WORK REQUEST: State how many lines in the listing below hold "Left", with no other words.

━━━━━━━━━━

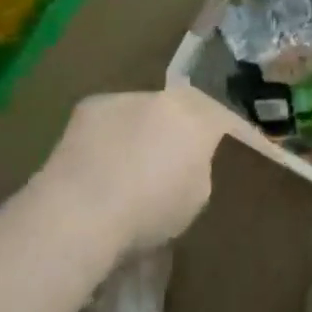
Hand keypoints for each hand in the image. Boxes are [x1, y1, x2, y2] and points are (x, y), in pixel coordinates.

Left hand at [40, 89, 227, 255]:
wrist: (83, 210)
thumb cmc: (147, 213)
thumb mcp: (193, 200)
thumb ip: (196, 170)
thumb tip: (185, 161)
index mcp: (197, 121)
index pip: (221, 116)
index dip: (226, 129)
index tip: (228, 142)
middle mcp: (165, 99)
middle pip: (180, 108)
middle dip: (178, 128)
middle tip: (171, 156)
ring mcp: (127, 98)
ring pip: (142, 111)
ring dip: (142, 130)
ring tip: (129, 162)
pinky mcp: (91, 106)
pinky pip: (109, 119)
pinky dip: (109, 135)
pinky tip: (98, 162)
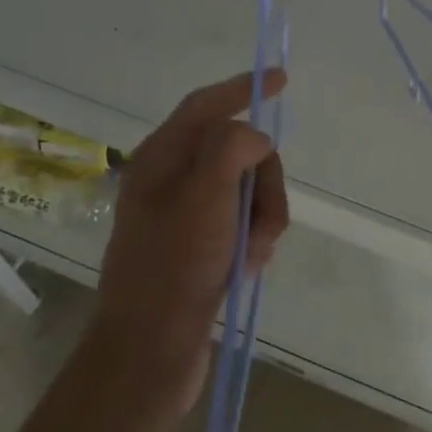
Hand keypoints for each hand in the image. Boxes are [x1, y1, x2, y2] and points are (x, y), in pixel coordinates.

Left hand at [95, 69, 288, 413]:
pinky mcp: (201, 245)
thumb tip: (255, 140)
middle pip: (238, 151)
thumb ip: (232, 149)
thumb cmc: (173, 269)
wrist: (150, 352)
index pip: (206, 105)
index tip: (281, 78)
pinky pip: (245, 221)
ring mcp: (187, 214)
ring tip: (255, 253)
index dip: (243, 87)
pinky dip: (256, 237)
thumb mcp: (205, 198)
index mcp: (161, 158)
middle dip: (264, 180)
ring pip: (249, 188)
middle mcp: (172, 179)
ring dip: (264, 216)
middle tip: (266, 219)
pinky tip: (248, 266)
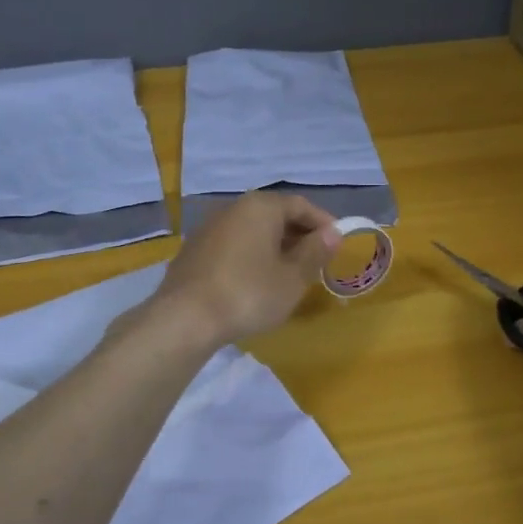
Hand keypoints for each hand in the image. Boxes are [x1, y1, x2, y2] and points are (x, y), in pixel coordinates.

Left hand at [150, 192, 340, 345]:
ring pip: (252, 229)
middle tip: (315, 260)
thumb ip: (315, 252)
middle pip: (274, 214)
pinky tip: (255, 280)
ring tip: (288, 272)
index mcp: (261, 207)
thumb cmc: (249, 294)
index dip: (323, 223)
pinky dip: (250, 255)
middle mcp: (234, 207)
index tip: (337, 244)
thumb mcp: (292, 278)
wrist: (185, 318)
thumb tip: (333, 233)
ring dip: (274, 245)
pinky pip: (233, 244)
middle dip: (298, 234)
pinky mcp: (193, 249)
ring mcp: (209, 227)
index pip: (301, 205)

━━━━━━━━━━

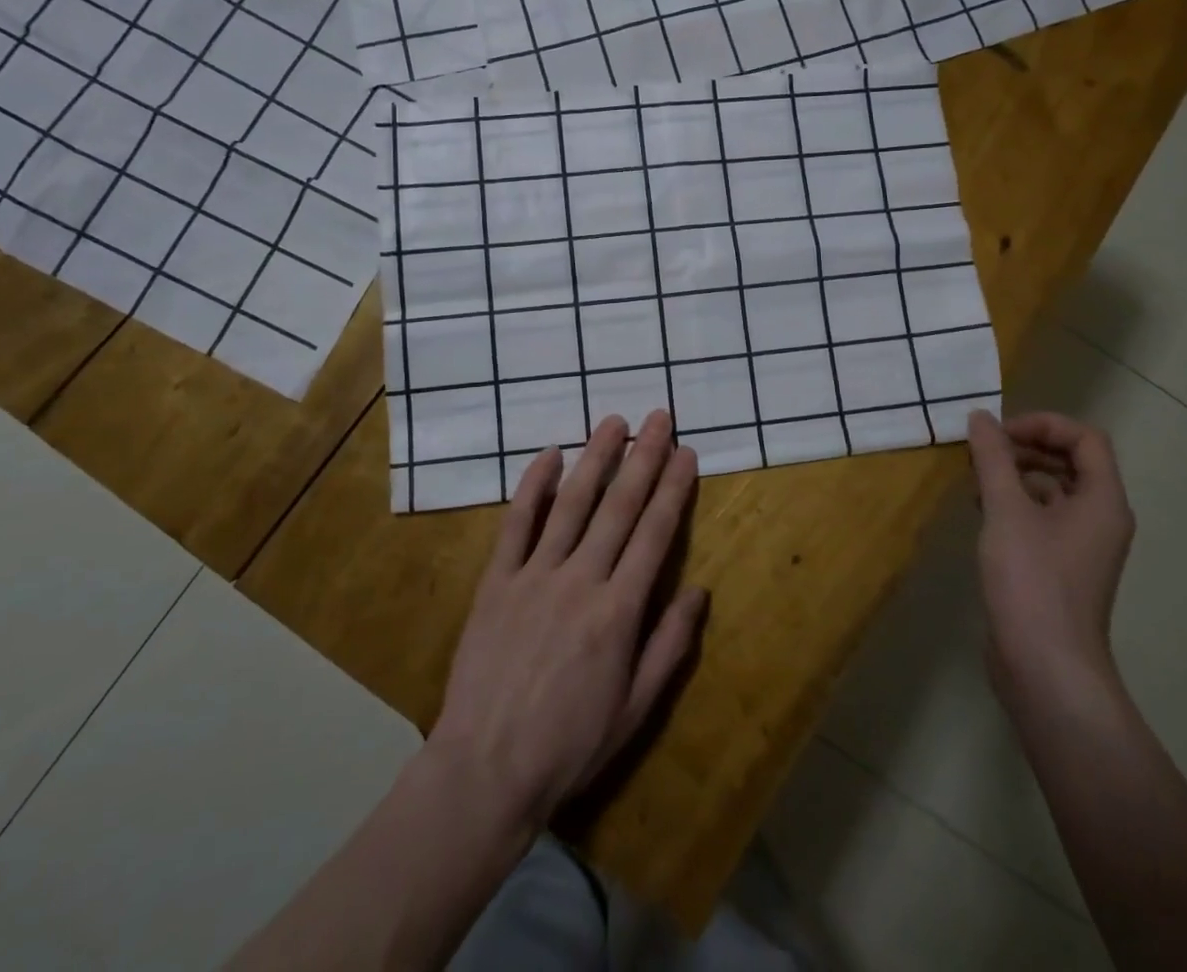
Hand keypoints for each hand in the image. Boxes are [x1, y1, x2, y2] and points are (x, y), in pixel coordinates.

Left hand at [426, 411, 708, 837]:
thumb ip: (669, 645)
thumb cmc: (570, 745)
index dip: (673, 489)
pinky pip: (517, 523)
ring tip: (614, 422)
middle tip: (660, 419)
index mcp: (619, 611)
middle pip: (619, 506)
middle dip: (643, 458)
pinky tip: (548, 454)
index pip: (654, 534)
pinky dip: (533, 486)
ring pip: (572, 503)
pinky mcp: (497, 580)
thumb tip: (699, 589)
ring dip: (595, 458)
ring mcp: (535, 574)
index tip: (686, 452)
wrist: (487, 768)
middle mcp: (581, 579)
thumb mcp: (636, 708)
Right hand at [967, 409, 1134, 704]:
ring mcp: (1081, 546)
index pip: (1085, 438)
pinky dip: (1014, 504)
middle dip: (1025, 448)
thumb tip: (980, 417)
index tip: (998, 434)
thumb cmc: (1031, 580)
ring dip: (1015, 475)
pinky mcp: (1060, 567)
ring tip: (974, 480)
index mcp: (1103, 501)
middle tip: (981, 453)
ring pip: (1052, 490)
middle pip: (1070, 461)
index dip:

━━━━━━━━━━

SOLUTION TO THE EXERCISE: 4